Selecting the N-gram order (n) for NASD balances context specificity against coverage — n=3 is the default, with higher n giving more precise but sparser predictions.

Description

In N-gram Assisted Speculative Decoding (NASD), the N-gram storage maintains k-grams for k in [2, N]. When predicting the next token, the storage searches from the highest k-gram down to bigrams, returning the most probable continuation from the highest-order match found.
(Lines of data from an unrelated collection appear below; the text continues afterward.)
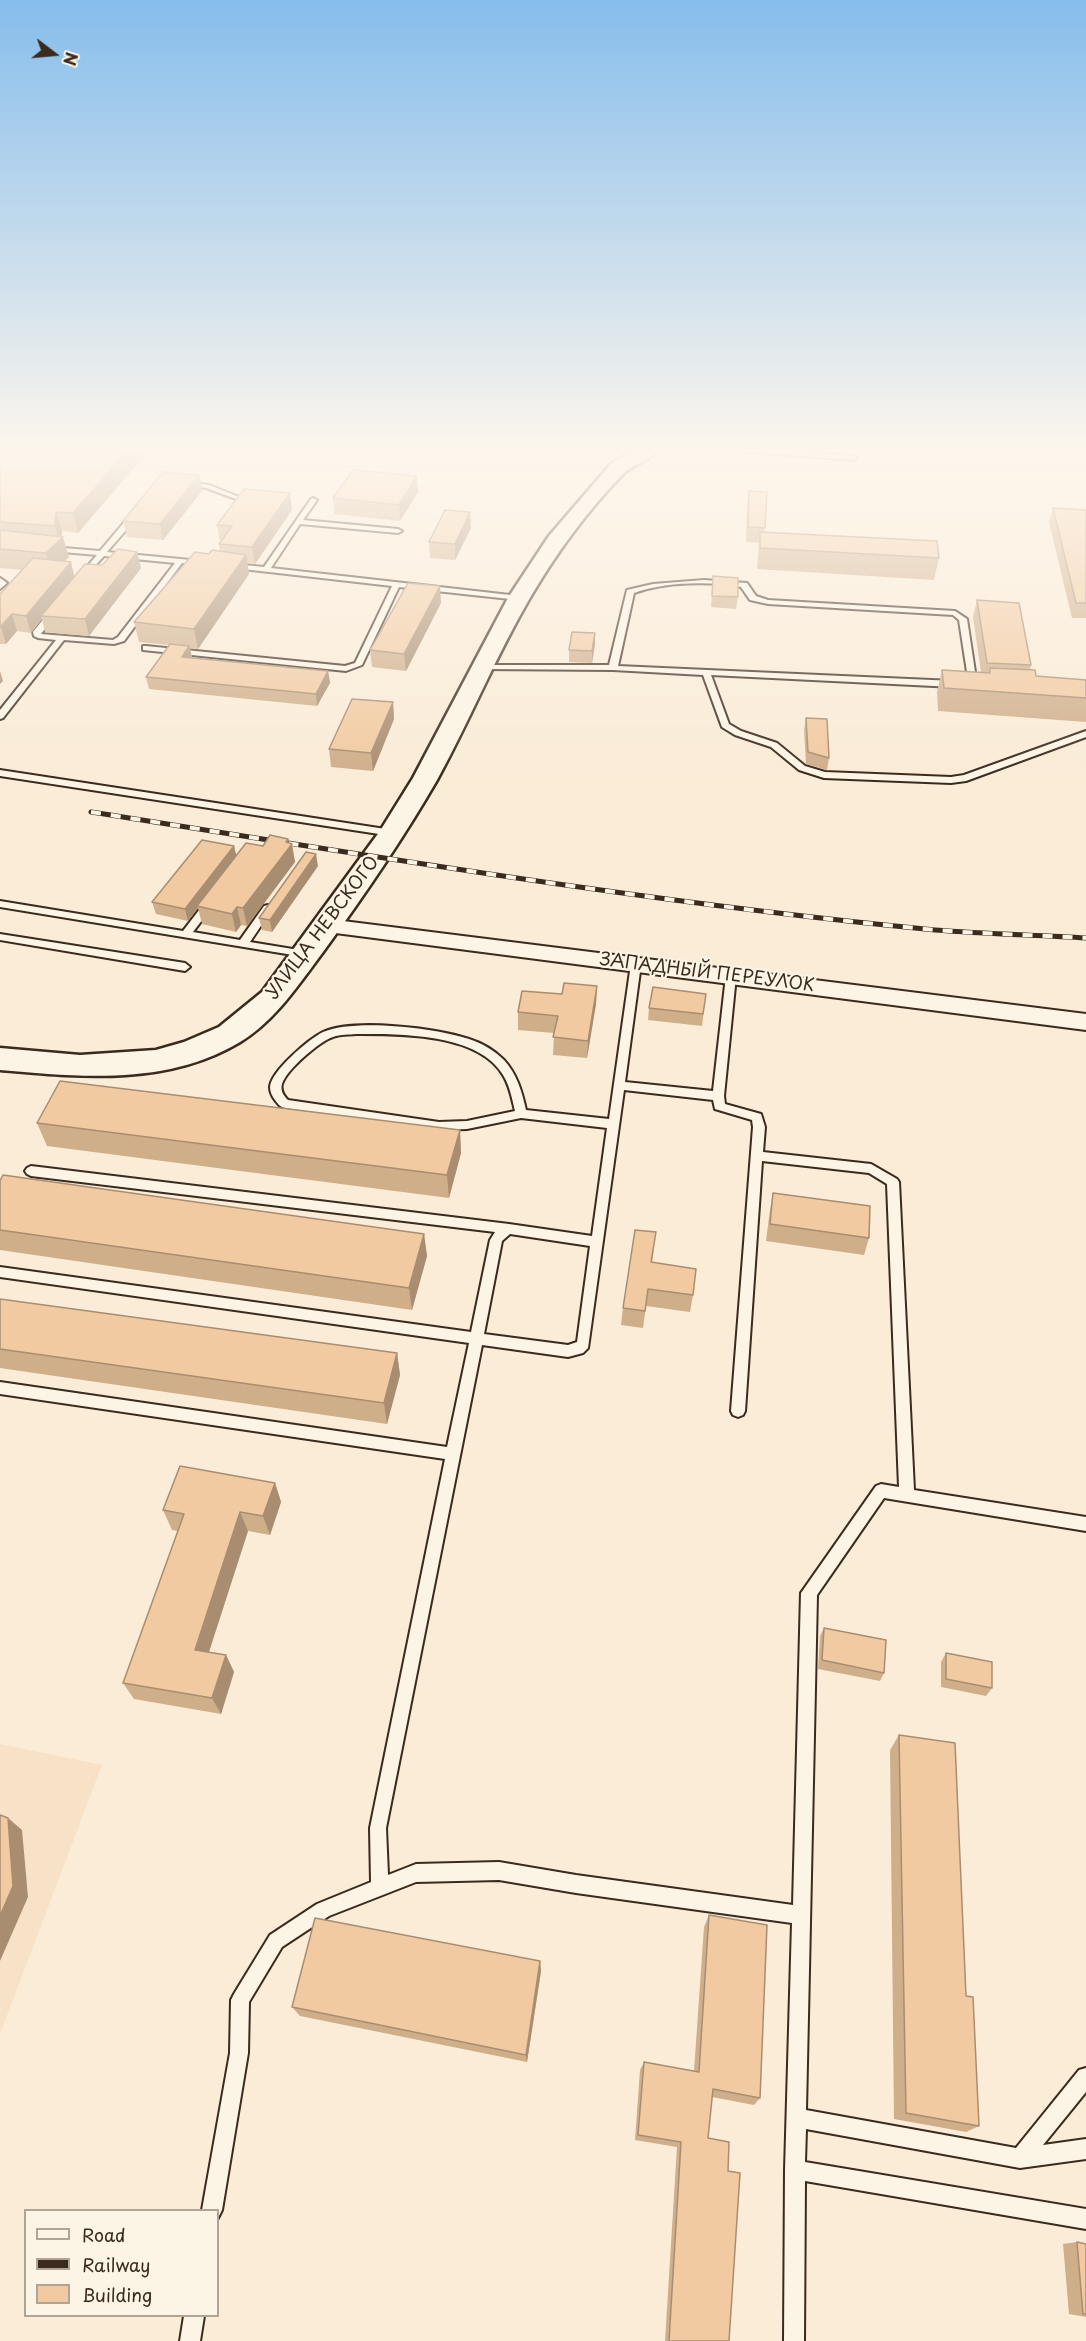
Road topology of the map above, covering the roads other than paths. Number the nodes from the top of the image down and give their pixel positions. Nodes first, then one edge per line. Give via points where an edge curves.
1 (99, 558) edge
2 (149, 558) edge
3 (273, 558) edge
4 (544, 558) edge
5 (180, 561) junction
6 (212, 564) edge
7 (223, 565) edge
8 (266, 569) junction
9 (0, 580) edge
10 (81, 580) edge
11 (397, 584) junction
12 (0, 587) edge
13 (519, 598) junction
14 (59, 606) edge
15 (62, 638) junction
16 (146, 648) dead end
17 (481, 667) junction
18 (613, 668) junction
19 (706, 672) junction
20 (973, 685) junction
21 (984, 686) edge
22 (0, 716) edge
23 (1086, 735) edge
24 (0, 773) edge
25 (392, 833) junction
26 (214, 898) edge
27 (275, 899) edge
28 (0, 904) edge
29 (327, 926) junction
30 (187, 933) junction
31 (0, 937) edge
32 (243, 944) junction
33 (306, 955) junction
34 (636, 964) junction
35 (185, 967) dead end
36 (731, 976) junction
37 (1086, 1022) edge
38 (0, 1059) edge
39 (619, 1085) junction
40 (718, 1096) junction
41 (521, 1114) junction
42 (613, 1124) junction
43 (757, 1156) junction
44 (31, 1171) dead end
45 (508, 1229) junction
46 (597, 1242) junction
47 (0, 1272) edge
48 (478, 1338) junction
49 (0, 1388) edge
50 (738, 1411) dead end
51 (454, 1454) junction
52 (907, 1495) junction
53 (1086, 1524) edge
54 (380, 1887) junction
55 (801, 1915) junction
56 (1086, 2077) edge
57 (796, 2118) junction
58 (1086, 2149) edge
59 (1020, 2158) junction
60 (795, 2170) junction
61 (212, 2209) edge
62 (1086, 2219) edge
63 (194, 2317) edge
64 (190, 2341) edge
65 (794, 2341) edge

1 - 10 lane
2 - 5 lane
3 - 8 lane
4 - 13 main road, УЛИЦА НЕВСКОГО
5 - 6 lane
5 - 15 lane via 121,639 114,642
7 - 8 lane
8 - 11 lane
9 - 12 lane
11 - 13 lane
11 - 16 lane via 358,665 346,669
13 - 17 main road, УЛИЦА НЕВСКОГО
14 - 15 lane via 37,632 38,636
15 - 22 lane
17 - 18 lane
17 - 25 main road, УЛИЦА НЕВСКОГО via 425,778
18 - 19 lane
18 - 20 lane via 630,592 645,587 722,581 744,585 753,598 768,602 961,615
19 - 20 lane
19 - 23 lane via 729,729 774,745 802,768 824,775 966,778
20 - 21 lane
24 - 25 lane
25 - 29 main road, УЛИЦА НЕВСКОГО
26 - 30 lane
27 - 32 lane
28 - 30 lane
29 - 33 main road, УЛИЦА НЕВСКОГО
29 - 34 street, ЗАПАДНЫЙ ПЕРЕУЛОК
30 - 32 lane
31 - 35 lane
32 - 33 lane
33 - 38 main road, УЛИЦА НЕВСКОГО via 250,1020 230,1034 178,1056 106,1066
34 - 36 street, ЗАПАДНЫЙ ПЕРЕУЛОК
34 - 39 lane
36 - 37 street, ЗАПАДНЫЙ ПЕРЕУЛОК
36 - 40 lane
39 - 40 lane
39 - 42 lane
40 - 43 lane via 719,1106 729,1112 757,1117
41 - 41 lane via 509,1075 484,1050 464,1041 401,1031 330,1033 285,1070 276,1085 277,1096 285,1104 439,1126
41 - 42 lane
42 - 46 lane
43 - 50 lane
43 - 52 lane via 871,1170 893,1182
44 - 45 lane
45 - 46 lane
45 - 48 lane via 496,1240
46 - 48 lane via 583,1344 578,1349 568,1351
47 - 48 lane
48 - 51 lane
49 - 51 lane
51 - 54 lane via 378,1828
52 - 53 lane
52 - 55 lane via 880,1491 809,1593
54 - 55 lane via 416,1873 499,1871
54 - 61 lane via 323,1910 276,1941 240,2000 239,2053
55 - 57 lane
56 - 59 lane
57 - 59 lane
57 - 60 lane
58 - 59 lane
60 - 62 lane
60 - 65 lane
63 - 64 lane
The choice of N determines how much context the drafter uses: higher N means more specific context windows but fewer matches (sparser storage), while lower N means broader matches but less precision.

Usage

Use this heuristic when configuring NASD via the `/set_ngramstorage` CLI command or when instantiating `NGramStorage` or `OneLevelNGramStorage`. Consider the length and repetitiveness of your input prompts — longer, more repetitive texts benefit from higher n.
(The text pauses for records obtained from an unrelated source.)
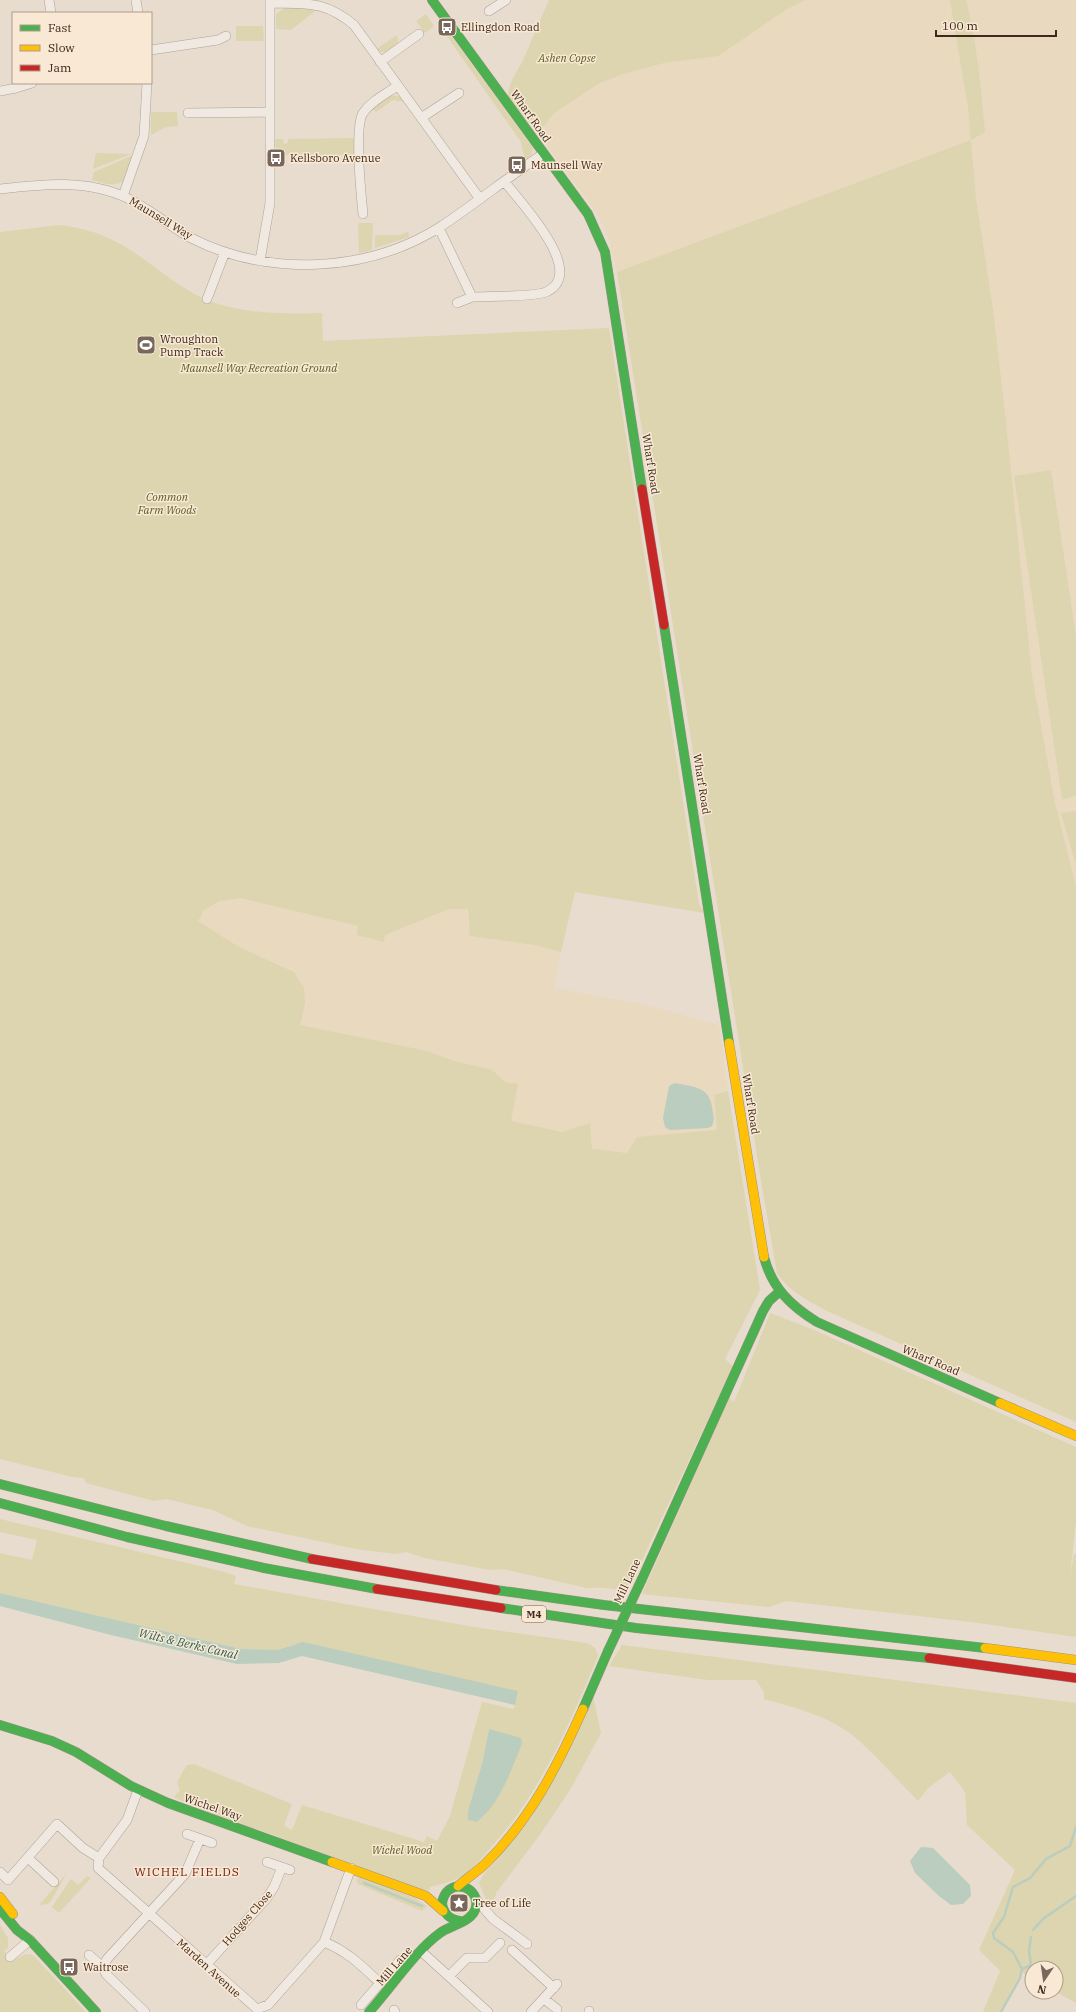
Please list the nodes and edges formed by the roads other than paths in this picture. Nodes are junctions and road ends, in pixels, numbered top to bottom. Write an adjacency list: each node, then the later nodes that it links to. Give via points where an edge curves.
1 (49, 0): 7 (street)
2 (136, 0): 8 (street)
3 (432, 0): 22 (main road, Wharf Road)
4 (506, 0): 9 (street)
5 (270, 2): 6 (street); 19 (street)
6 (320, 2): 13 (street, via 354,25)
7 (51, 12)
8 (138, 12)
9 (489, 12)
10 (419, 34): 13 (street)
11 (226, 36): 12 (street, via 218,40)
12 (152, 50)
13 (380, 62): 16 (street)
14 (29, 84): 17 (street)
15 (147, 84): 25 (street, via 144,136)
16 (397, 86): 21 (street); 27 (street, via 368,107 360,119)
17 (0, 91)
18 (459, 93): 21 (street)
19 (269, 112): 20 (street); 30 (street, via 270,203)
20 (188, 113)
21 (421, 118): 26 (street)
22 (543, 154): 23 (street, Maunsell Way); 34 (main road, Wharf Road, via 592,220 607,260 760,1240 767,1270)
23 (504, 182): 26 (street, Maunsell Way); 31 (street, via 547,238 558,260 559,276 554,286 541,293)
24 (0, 189): 25 (street, Maunsell Way, via 61,183 91,187)
25 (123, 196): 29 (street, Maunsell Way, via 184,234)
26 (480, 199): 28 (street, Maunsell Way)
27 (362, 214)
28 (439, 228): 30 (street, Maunsell Way, via 402,246 374,256 345,262 317,264); 31 (street)
29 (224, 252): 30 (street, Maunsell Way); 32 (street)
30 (260, 261)
31 (472, 297): 33 (street)
32 (207, 299)
33 (457, 303)
34 (779, 1292): 35 (main road, Wharf Road, via 798,1310 823,1325); 49 (main road, Mill Lane, bridge, via 763,1311 564,1749 533,1806 514,1834)
35 (1076, 1436)
36 (0, 1484): 38 (main road, M4, via 262,1548 410,1576 639,1609 858,1632)
37 (0, 1503): 39 (main road, M4, via 143,1541 264,1568 409,1595 636,1628 953,1661)
38 (1076, 1660)
39 (1076, 1678)
40 (0, 1724): 41 (main road, Wichel Way, via 58,1744)
41 (138, 1790): 46 (street, via 127,1820); 48 (main road, Wichel Way)
42 (187, 1834): 43 (street)
43 (200, 1839): 44 (street); 59 (street, via 184,1874)
44 (212, 1843)
45 (28, 1858): 46 (street, via 57,1824 83,1848); 50 (street, via 8,1880); 51 (street)
46 (99, 1858): 59 (street, Marden Avenue, via 100,1871)
47 (267, 1862): 73 (street, Hodges Close, via 286,1868 266,1900)
48 (351, 1868): 54 (main road, Wichel Way); 65 (street, Marden Avenue)
49 (481, 1870): 52 (main road, Mill Lane); 55 (main road, Mill Lane, via 476,1880)
50 (0, 1872)
51 (54, 1882)
52 (458, 1886): 53 (main road, Mill Lane); 55 (main road, via 467,1888)
53 (446, 1891): 54 (main road); 58 (main road, Mill Lane, via 441,1902)
54 (426, 1896): 58 (main road, Wichel Way)
55 (475, 1896): 60 (main road, Mill Lane, via 476,1909); 61 (street)
56 (0, 1897): 64 (main road)
57 (0, 1909): 64 (main road, via 17,1930)
58 (443, 1912): 62 (main road, via 450,1919); 63 (main road, Mill Lane)
59 (148, 1914): 73 (street, Marden Avenue); 74 (street, via 107,1959)
60 (469, 1918): 61 (street); 62 (main road, Mill Lane)
61 (493, 1919): 67 (street)
62 (460, 1921): 63 (main road, Mill Lane)
63 (436, 1936): 69 (main road, Mill Lane)
64 (28, 1938): 71 (street); 81 (main road)
65 (324, 1942): 76 (street, via 354,1958); 80 (street, Marden Avenue, via 268,2005)
66 (500, 1944): 75 (street, via 485,1958 467,1958)
67 (527, 1944)
68 (512, 1950): 77 (street, via 555,1986)
69 (422, 1952): 75 (street); 83 (main road, Mill Lane)
70 (88, 1955): 74 (street)
71 (10, 1957)
72 (400, 1960): 76 (street)
73 (206, 1966): 80 (street, Marden Avenue)
74 (103, 1967): 82 (street, via 106,1974)
75 (449, 1976): 84 (street)
76 (379, 1982): 78 (street)
77 (544, 1999): 79 (street); 85 (street)
78 (362, 2004)
79 (557, 2010)
80 (256, 2011)
81 (96, 2012)
82 (145, 2012)
83 (370, 2012)
84 (488, 2012)
85 (532, 2012)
The Insight (Rule of Thumb)

  • Action: Set n via `/set_ngramstorage basic <n>` or `/set_ngramstorage onelevel <n>` in the CLI, or `NGramStorage(n=<value>, vocab_size=...)` in code.
  • Default Value: `n=3` in both `infer.py:39` and `infer.py:110`.
  • Trade-off: Higher n (e.g., 4-5) gives more accurate predictions when context has been seen before, but fewer matches on novel sequences. Lower n (e.g., 2) gives more matches but predictions are less reliable.
  • Storage type: `NGramStorage` (multi-level, k in [2,n]) is preferred over `OneLevelNGramStorage` (only uses exact n-grams) because it provides fallback to lower-order matches.

Reasoning

The multi-level `NGramStorage` searches from highest to lowest order in `ngram_storage.py:170-178`:

for j in range(min(self.n - 1, seq.shape[0]), 1, -1):
    gram = tuple(seq[-j:].tolist())

    if gram in self.ngrams[j]:
        out[i] = self.ngrams[j][gram]
        known[i] = True
        break

This fallback mechanism means higher n values do not sacrifice coverage — if an (n-1)-gram context has not been seen, it falls back to (n-2)-grams, etc. However, the `OneLevelNGramStorage` only checks exact (n-1)-grams without fallback (`ngram_storage.py:86-94`), so its performance is more sensitive to the choice of n.

The storage is initialized with all k-grams from the prompt (`ngram_storage.py:223-245`) and updated dynamically during generation. Longer, more repetitive prompts populate the storage more densely, making higher n values viable.

The `assert n > 1` constraint in `ngram_storage.py:12` enforces a minimum of n=2 (bigrams).